◆ AIM OF THE EXERCISE
The lines below must be transcribed exactly as given, with the images removed.
[Start of Attachment]
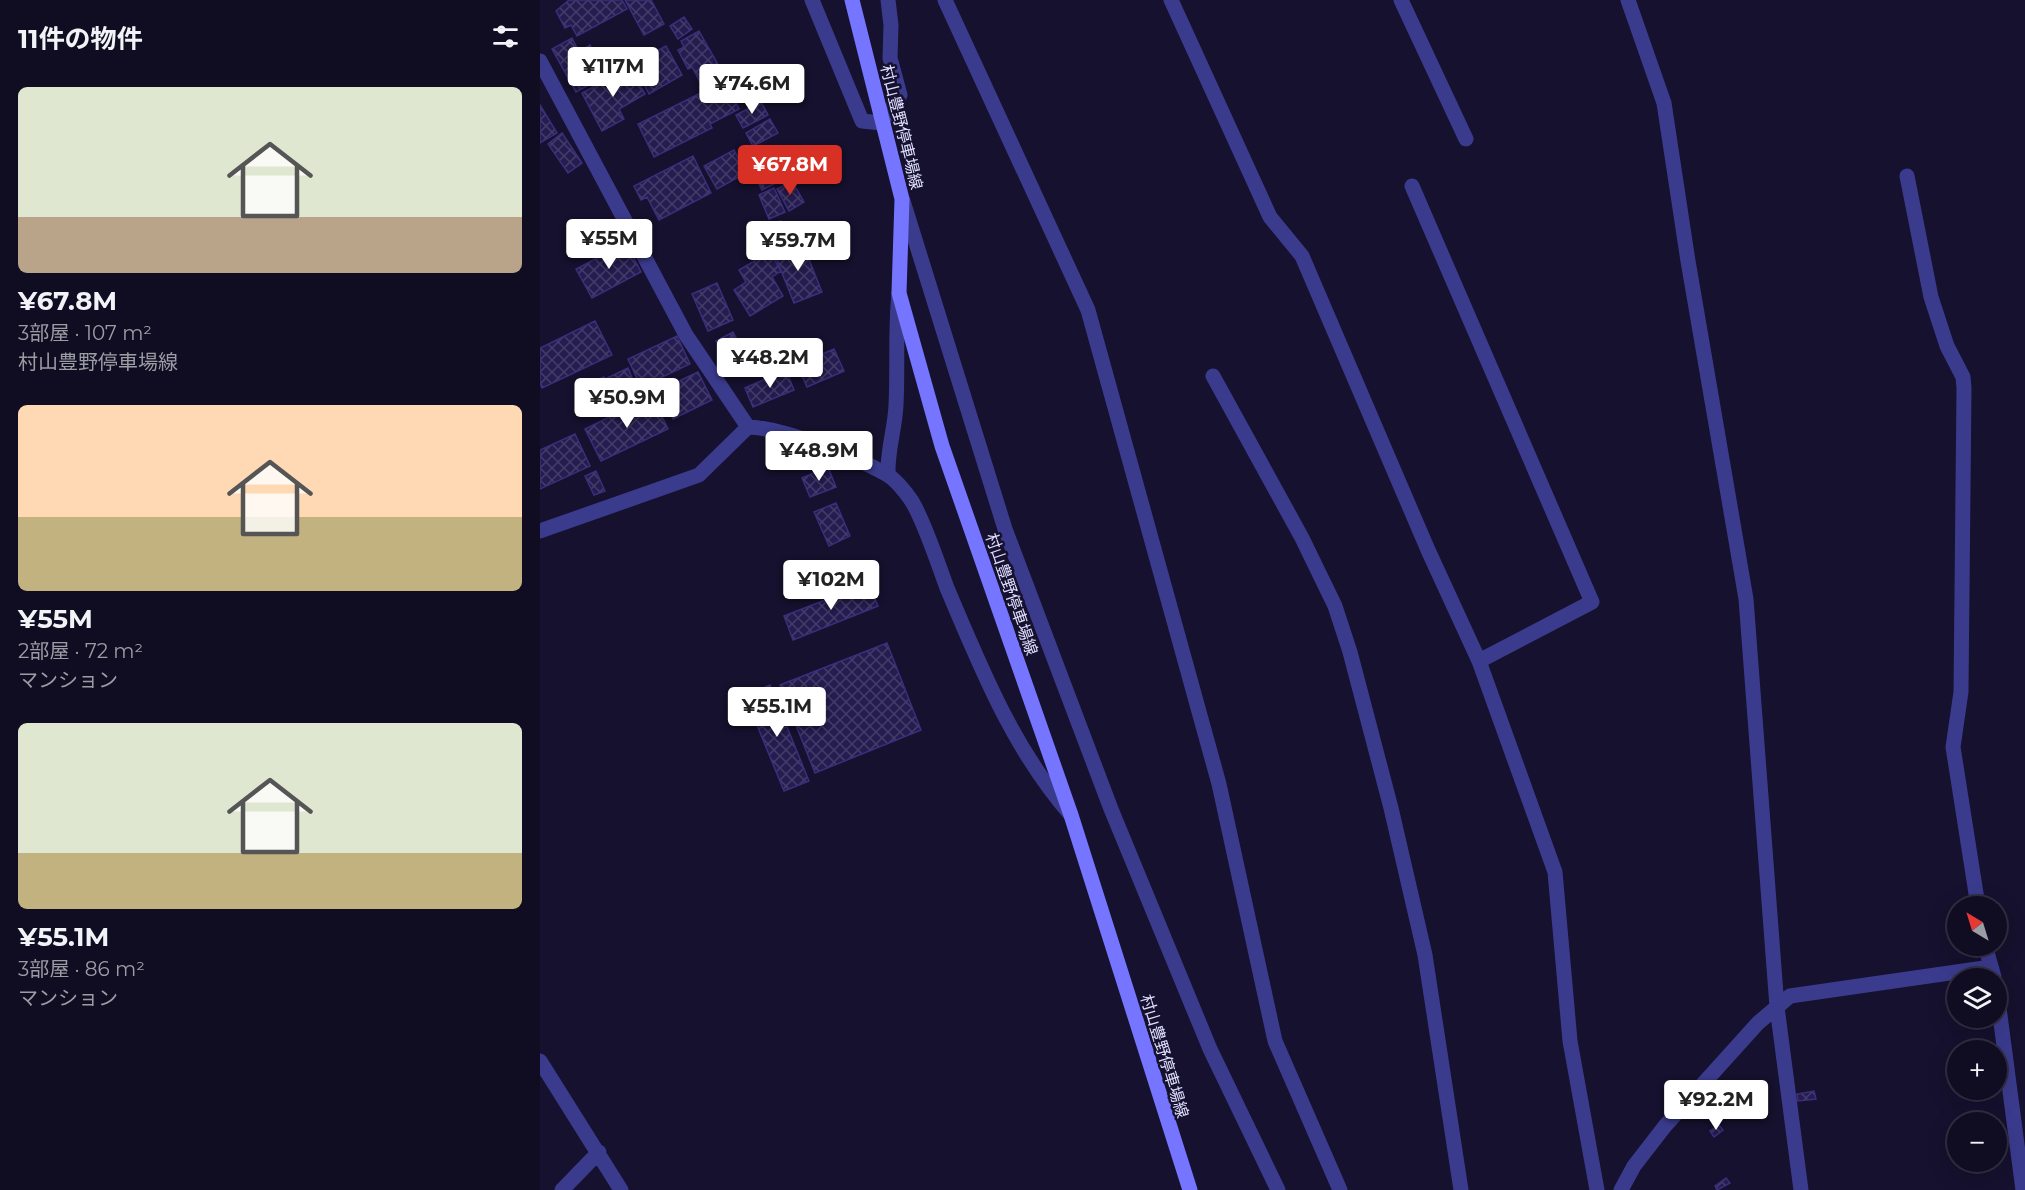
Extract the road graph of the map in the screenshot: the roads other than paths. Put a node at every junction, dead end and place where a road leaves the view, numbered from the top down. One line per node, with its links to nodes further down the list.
1 (812, 0): 9 (street)
2 (852, 0): 9 (main road, 村山豊野停車場線)
3 (888, 0): 9 (street)
4 (945, 0): 31 (street)
5 (1172, 0): 19 (street)
6 (1401, 0): 10 (street)
7 (1628, 0): 23 (street)
8 (540, 61): 16 (street)
9 (882, 123): 13 (main road, 村山豊野停車場線)
10 (1466, 139)
11 (1907, 176): 21 (street)
12 (1412, 186): 19 (street)
13 (902, 199): 14 (main road, 村山豊野停車場線); 30 (street)
14 (899, 293): 17 (street); 20 (main road, 村山豊野停車場線)
15 (1213, 376): 32 (street)
16 (748, 427): 17 (street); 18 (street)
17 (888, 475): 20 (street)
18 (540, 531)
19 (1479, 661): 33 (street)
20 (1071, 815): 29 (main road, 村山豊野停車場線)
21 (1976, 896)
22 (1947, 978): 23 (street)
23 (1777, 1007): 34 (street); 35 (street)
24 (2002, 1028): 36 (street)
25 (540, 1061): 26 (street)
26 (599, 1152): 27 (street); 28 (street)
27 (562, 1190)
28 (621, 1190)
29 (1190, 1190)
30 (1278, 1190)
31 (1340, 1190)
32 (1461, 1190)
33 (1597, 1190)
34 (1621, 1190)
35 (1801, 1190)
36 (2023, 1190)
[End of Attachment]
◆ ANSWER TO THE PROBLEM
Extract the road graph of the map in the screenshot: the roads other than paths. Put a node at every junction, dead end and place where a road leaves the view, numbered from the top down. One line per node, with its links to nodes further down the list.
1 (812, 0): 9 (street)
2 (852, 0): 9 (main road, 村山豊野停車場線)
3 (888, 0): 9 (street)
4 (945, 0): 31 (street)
5 (1172, 0): 19 (street)
6 (1401, 0): 10 (street)
7 (1628, 0): 23 (street)
8 (540, 61): 16 (street)
9 (882, 123): 13 (main road, 村山豊野停車場線)
10 (1466, 139)
11 (1907, 176): 21 (street)
12 (1412, 186): 19 (street)
13 (902, 199): 14 (main road, 村山豊野停車場線); 30 (street)
14 (899, 293): 17 (street); 20 (main road, 村山豊野停車場線)
15 (1213, 376): 32 (street)
16 (748, 427): 17 (street); 18 (street)
17 (888, 475): 20 (street)
18 (540, 531)
19 (1479, 661): 33 (street)
20 (1071, 815): 29 (main road, 村山豊野停車場線)
21 (1976, 896)
22 (1947, 978): 23 (street)
23 (1777, 1007): 34 (street); 35 (street)
24 (2002, 1028): 36 (street)
25 (540, 1061): 26 (street)
26 (599, 1152): 27 (street); 28 (street)
27 (562, 1190)
28 (621, 1190)
29 (1190, 1190)
30 (1278, 1190)
31 (1340, 1190)
32 (1461, 1190)
33 (1597, 1190)
34 (1621, 1190)
35 (1801, 1190)
36 (2023, 1190)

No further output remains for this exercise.